Dolly Parton is known for her energetic performances and flamboyant style, both in fashion and her music – and now the global superstar, 72, has revealed she hopes her death comes with just as much drama as her sell-out shows.
Speaking to People magazine in a revealing interview, the ‘9 to 5’ singer said she hopes to die on stage mid-song in front of her adoring fans, doing exactly what she loves most.
“I just hope I fall dead in the middle of a song, hopefully one I wrote, right on stage. That’s the way I go!” she joked.
Parton has no plans to slow her career down now and never wants to retire, as she told the magazine the only thing that would ever make her take a step back from the limelight is if her beloved husband ever needed her by his side.
“I am grateful that I am still here. So many people have more talent than I’ve ever dreamed of having that never get to see dreams come true,” she told the magazine.
“If my husband needed me, or someone in my family, I would put him first,” she added. “I’ve always put myself first and my career first, but if something were to happen to him, I would pull back on that.”
It comes after the star recently proved she is not to be messed with as she recalled pulling a pistol on a man who wouldn’t stop harassing her on a New York street, during a candid chat with the Mail Online.
Dolly confessed that her father gifted her a pistol when she left home at the age of 18, and revealed she didn’t hesitate to defend herself when the man refused to leave her and her girlfriend alone one night.
“We were in New York, it was very late and this guy thought we were street walkers,” she said. “I told him to get lost but he wouldn’t and so then I told him I’d turn him from a rooster into a hen and I got my pistol out of my purse and I shot it into the street. That did the trick!’
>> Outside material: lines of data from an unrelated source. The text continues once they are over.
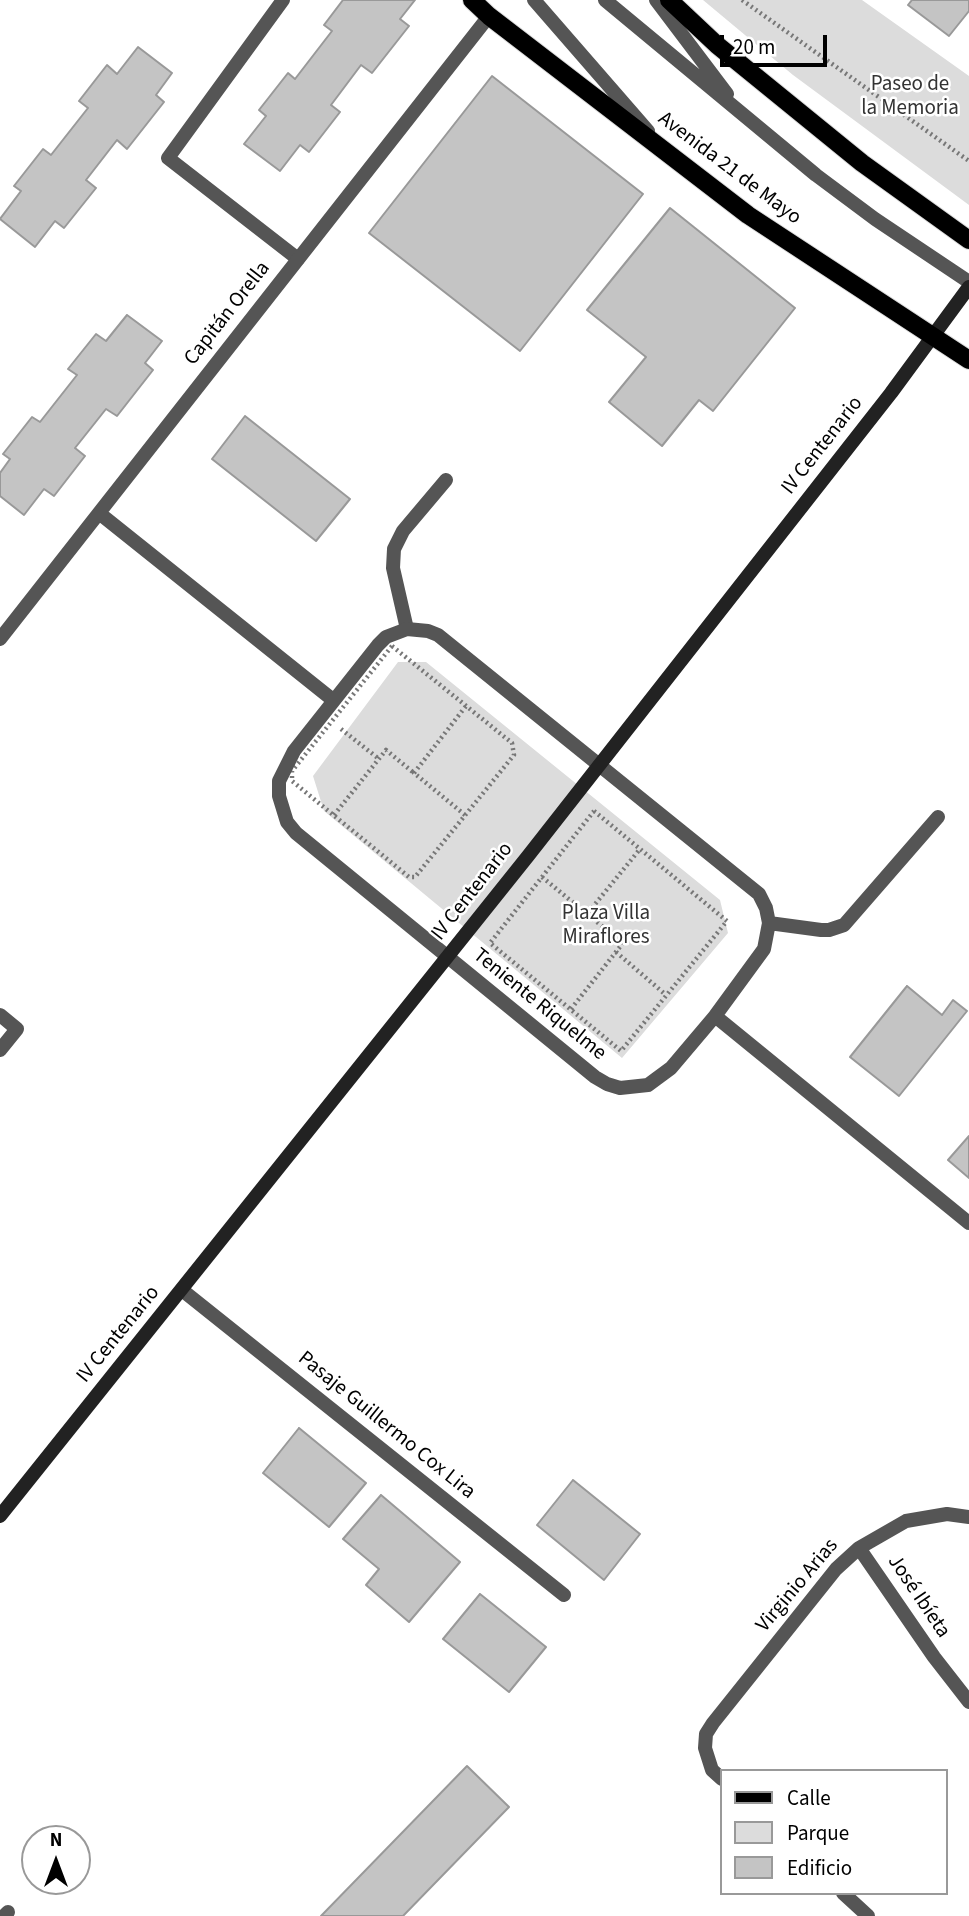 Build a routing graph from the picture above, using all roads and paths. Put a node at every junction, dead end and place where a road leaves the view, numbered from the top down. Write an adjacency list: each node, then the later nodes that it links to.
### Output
1 (283, 0): 13 (street)
2 (472, 0): 8 (main road, Avenida 21 de Mayo)
3 (534, 0): 10 (street)
4 (605, 0): 9 (street)
5 (656, 0): 9 (street)
6 (669, 0): 12 (main road)
7 (742, 0): 11 (path)
8 (489, 16): 10 (main road, Avenida 21 de Mayo); 13 (street, Capitán Orella)
9 (753, 124): 14 (street)
10 (663, 148): 16 (main road, Avenida 21 de Mayo)
11 (969, 161)
12 (969, 240)
13 (298, 259): 19 (street, Capitán Orella)
14 (969, 282)
15 (969, 287): 16 (street, IV Centenario)
16 (932, 337): 17 (main road, Avenida 21 de Mayo); 26 (street, IV Centenario)
17 (969, 360)
18 (446, 480): 20 (street)
19 (99, 513): 21 (street, Capitán Orella); 22 (street)
20 (407, 629): 22 (street, Teniente Riquelme); 26 (street)
21 (0, 639)
22 (333, 700): 36 (street, Teniente Riquelme)
23 (466, 706): 24 (path); 27 (path); 29 (path)
24 (332, 722): 25 (path); 28 (path)
25 (379, 759): 27 (path); 28 (path)
26 (600, 765): 34 (street); 36 (street, IV Centenario)
27 (414, 773): 29 (path)
28 (334, 815): 29 (path)
29 (465, 815)
30 (938, 817): 34 (street)
31 (640, 849): 32 (path); 33 (path); 37 (path)
32 (542, 877): 33 (path); 38 (path)
33 (587, 914): 35 (path)
34 (769, 923): 40 (street, Teniente Riquelme)
35 (615, 952): 37 (path); 38 (path)
36 (448, 958): 40 (street, Teniente Riquelme); 43 (street, IV Centenario)
37 (666, 995): 38 (path)
38 (570, 1009)
39 (0, 1015): 41 (street)
40 (715, 1016): 42 (street)
41 (0, 1050)
42 (969, 1223)
43 (182, 1290): 44 (street, IV Centenario); 47 (street, Pasaje Guillermo Cox Lira)
44 (0, 1516)
45 (969, 1517): 46 (street, Virginio Arias)
46 (859, 1548): 48 (street, José Ibíeta); 49 (street, Virginio Arias)
47 (564, 1595)
48 (969, 1702)
49 (720, 1777)
50 (845, 1895): 51 (street)
51 (868, 1916) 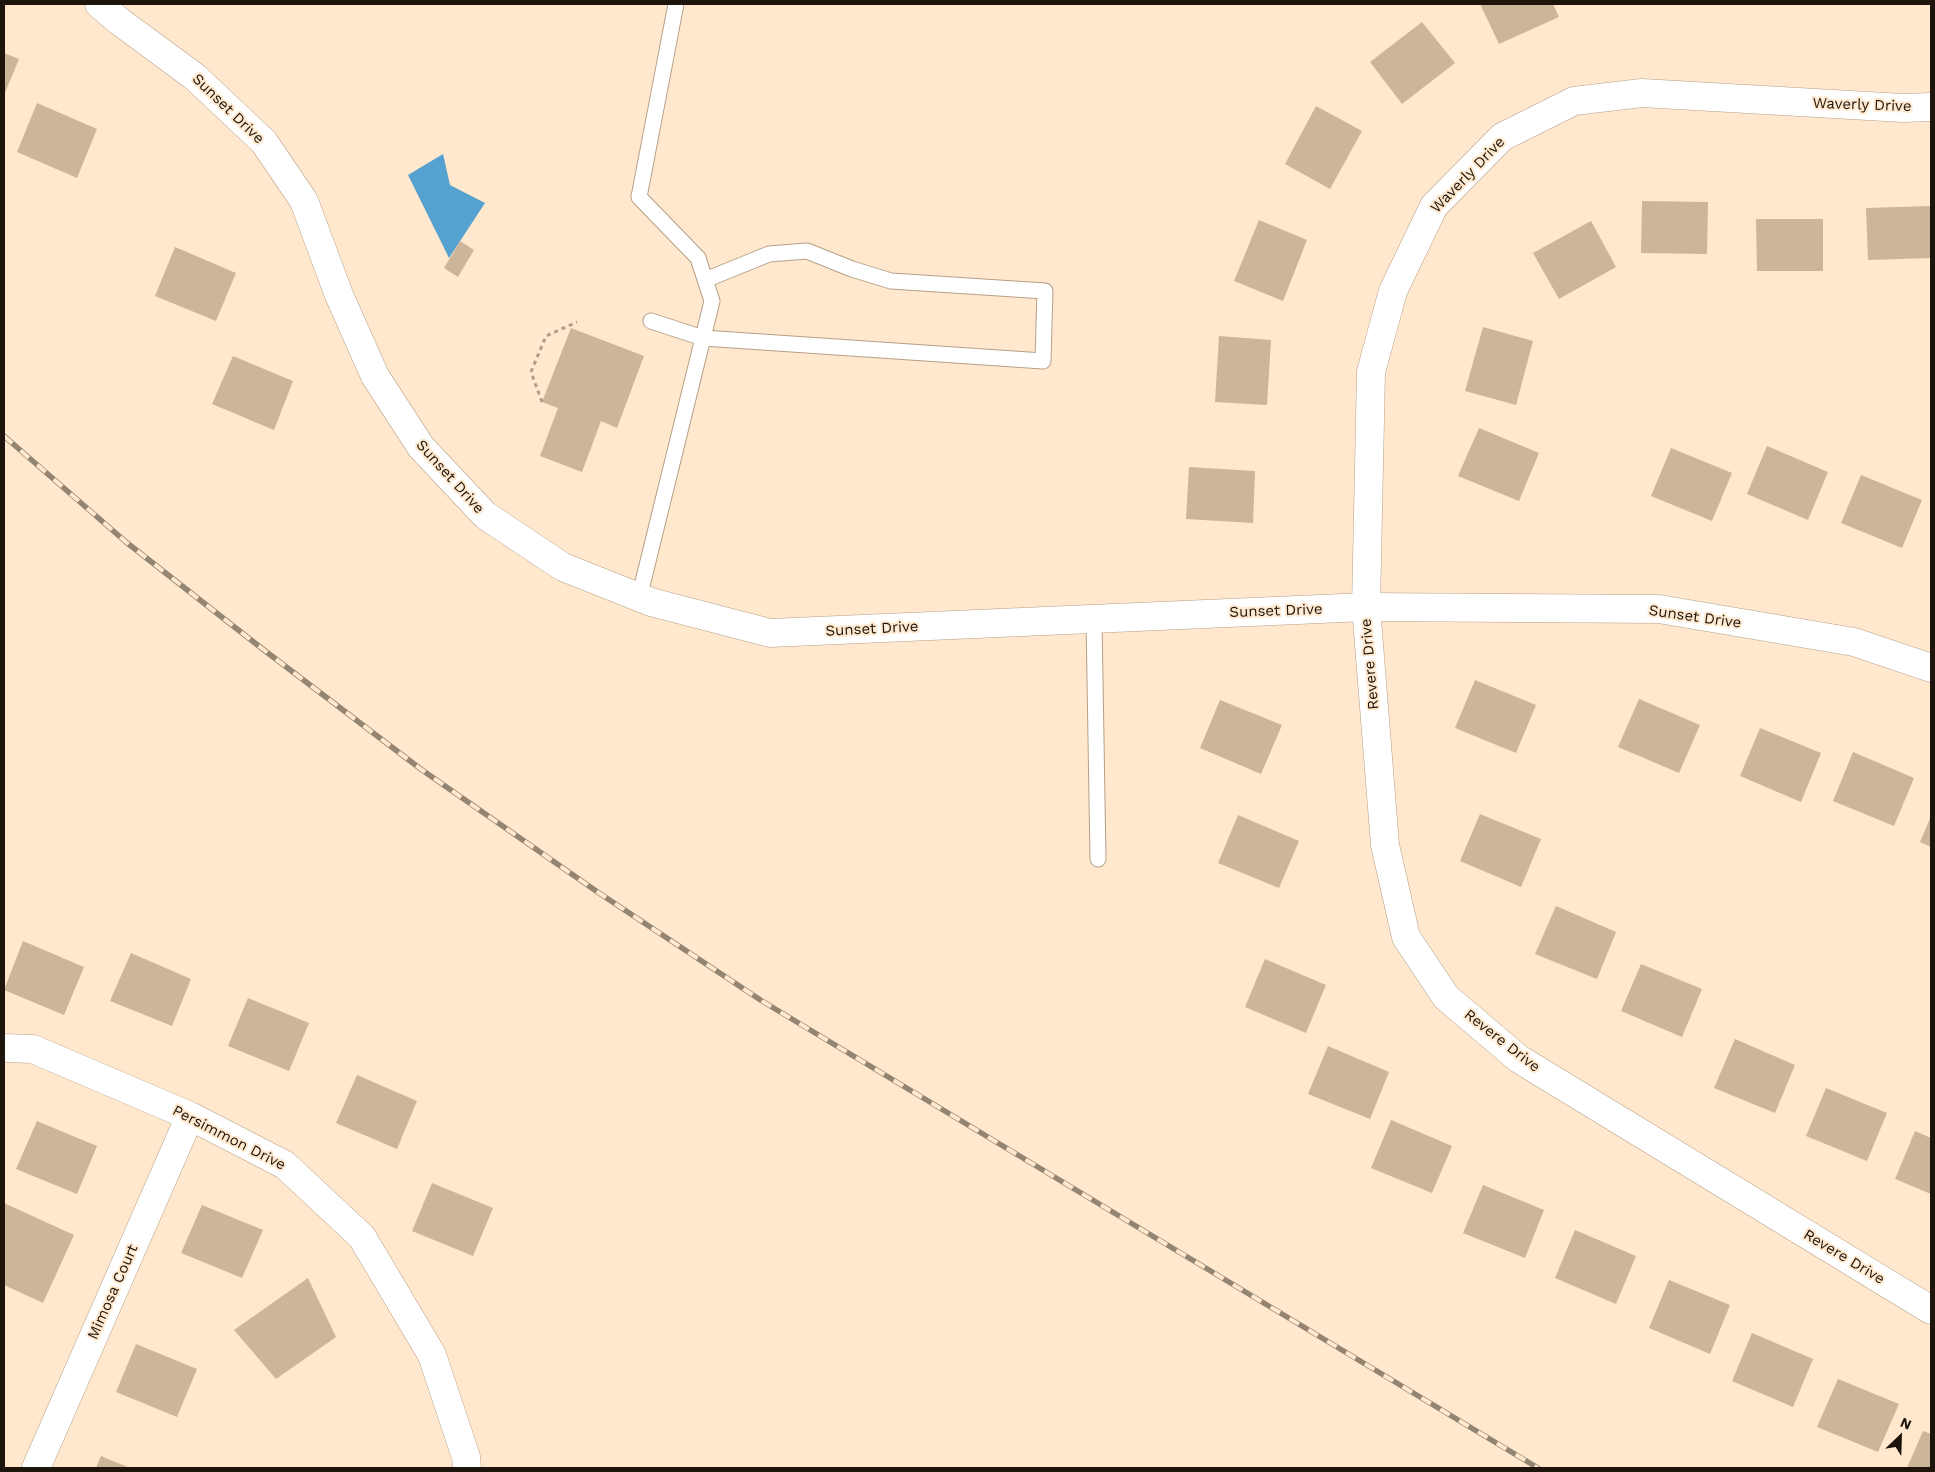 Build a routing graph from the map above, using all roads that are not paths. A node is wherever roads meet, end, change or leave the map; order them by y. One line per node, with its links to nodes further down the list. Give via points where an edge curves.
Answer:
1 (99, 4): 7 (street, Sunset Drive, via 195,77 264,142 304,201 339,296 375,376 421,448 485,515 563,567)
2 (676, 4): 4 (lane, via 639,197 698,258)
3 (1931, 106): 8 (street, Waverly Drive, via 1903,108 1642,94 1574,101 1502,136 1434,206 1393,291 1371,372)
4 (706, 280): 6 (lane, via 712,300); 6 (lane, via 769,254 807,251 891,281 1045,291 1043,361)
5 (651, 321): 6 (lane)
6 (703, 338): 7 (lane)
7 (639, 598): 9 (street, Sunset Drive, via 770,633)
8 (1366, 607): 9 (street, Sunset Drive); 10 (street, Sunset Drive, via 1660,609 1854,642); 14 (street, Revere Drive, via 1385,845 1406,937 1446,997 1520,1059)
9 (1094, 619): 11 (lane)
10 (1931, 668)
11 (1098, 858)
12 (4, 1048): 13 (street, Persimmon Drive, via 33,1049)
13 (190, 1116): 15 (street, Mimosa Court); 16 (street, Persimmon Drive, via 285,1165 362,1237 432,1355)
14 (1931, 1310)
15 (36, 1468)
16 (467, 1468) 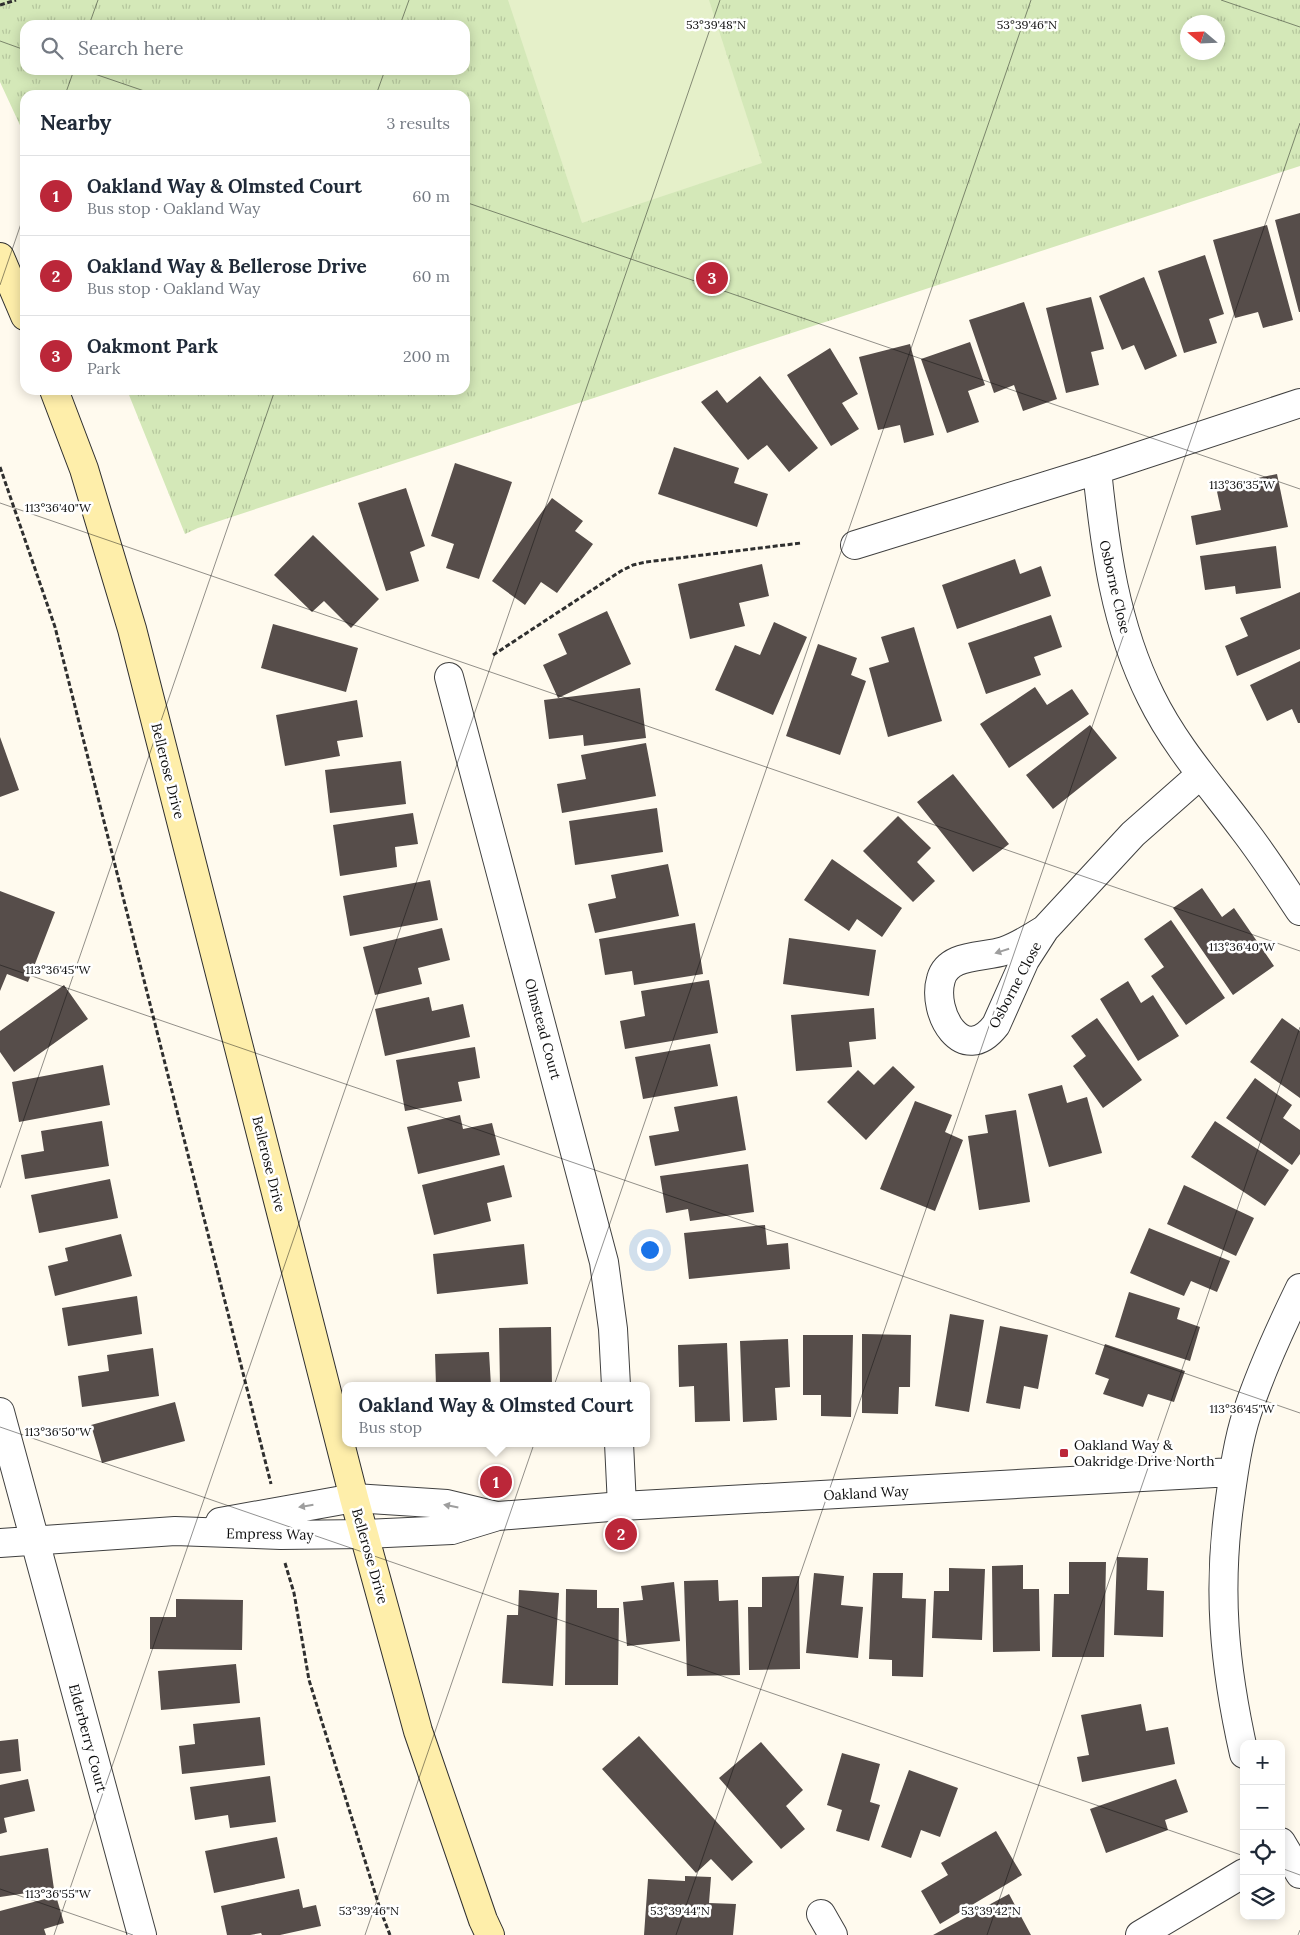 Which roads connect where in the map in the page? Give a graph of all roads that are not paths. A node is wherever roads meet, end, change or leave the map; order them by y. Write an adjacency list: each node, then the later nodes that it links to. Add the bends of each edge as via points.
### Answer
1 (0, 257): 2 (main road)
2 (20, 304)
3 (56, 395): 16 (main road, Bellerose Drive, via 84,469 132,629)
4 (1300, 403): 5 (street)
5 (1097, 470): 6 (street); 8 (street, Osborne Close, via 1106,548 1117,605 1135,662 1170,732)
6 (855, 545)
7 (449, 676): 12 (street, Olmstead Court, via 597,1233 609,1293)
8 (1200, 775): 9 (street, Osborne Close, via 1246,832); 10 (street, Osborne Close, via 1133,834)
9 (1300, 911)
10 (1045, 929)
11 (1300, 1288): 15 (street, via 1246,1414)
12 (616, 1382)
13 (0, 1412): 21 (street, Elderberry Court)
14 (619, 1447): 17 (street)
15 (1233, 1472): 17 (street, Oakland Way); 23 (street, via 1222,1584 1225,1644)
16 (354, 1498): 18 (street, Oakland Way, one-way to 16, via 447,1504); 19 (street, Empress Way, one-way to 19); 20 (main road, Bellerose Drive)
17 (622, 1506): 18 (street, Oakland Way)
18 (498, 1516): 20 (street, Oakland Way, via 452,1530)
19 (279, 1523): 20 (street, Empress Way); 21 (street, Empress Way)
20 (365, 1534): 28 (main road, Bellerose Drive, via 418,1731)
21 (34, 1541): 22 (street, Empress Way); 27 (street, Elderberry Court)
22 (0, 1543)
23 (1241, 1740)
24 (1285, 1852): 25 (street)
25 (1300, 1874)
26 (1241, 1875): 29 (street)
27 (142, 1935)
28 (490, 1935)
29 (1140, 1935)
The country music superstar made her debut in 1967, with her album Hello, I’m Dolly, which become an immediate success. In her long, fruitful career, Dolly has recorded an array of hits including two-time chart-topper ‘I Will Always Love You’, ‘Jolene’, ‘Coat of Many Colours’ and ‘9 to 5’.
She has also had a successful acting career, receiving a Golden Globe in 1980 for New Star of the Year for her performance in 9 to 5 and has appeared in many films over the years including The Best Little Whorehouse in Texas (1982), which earned her a Golden Globe nomination, Rhinestone (1984) and Steel Magnolias (1989).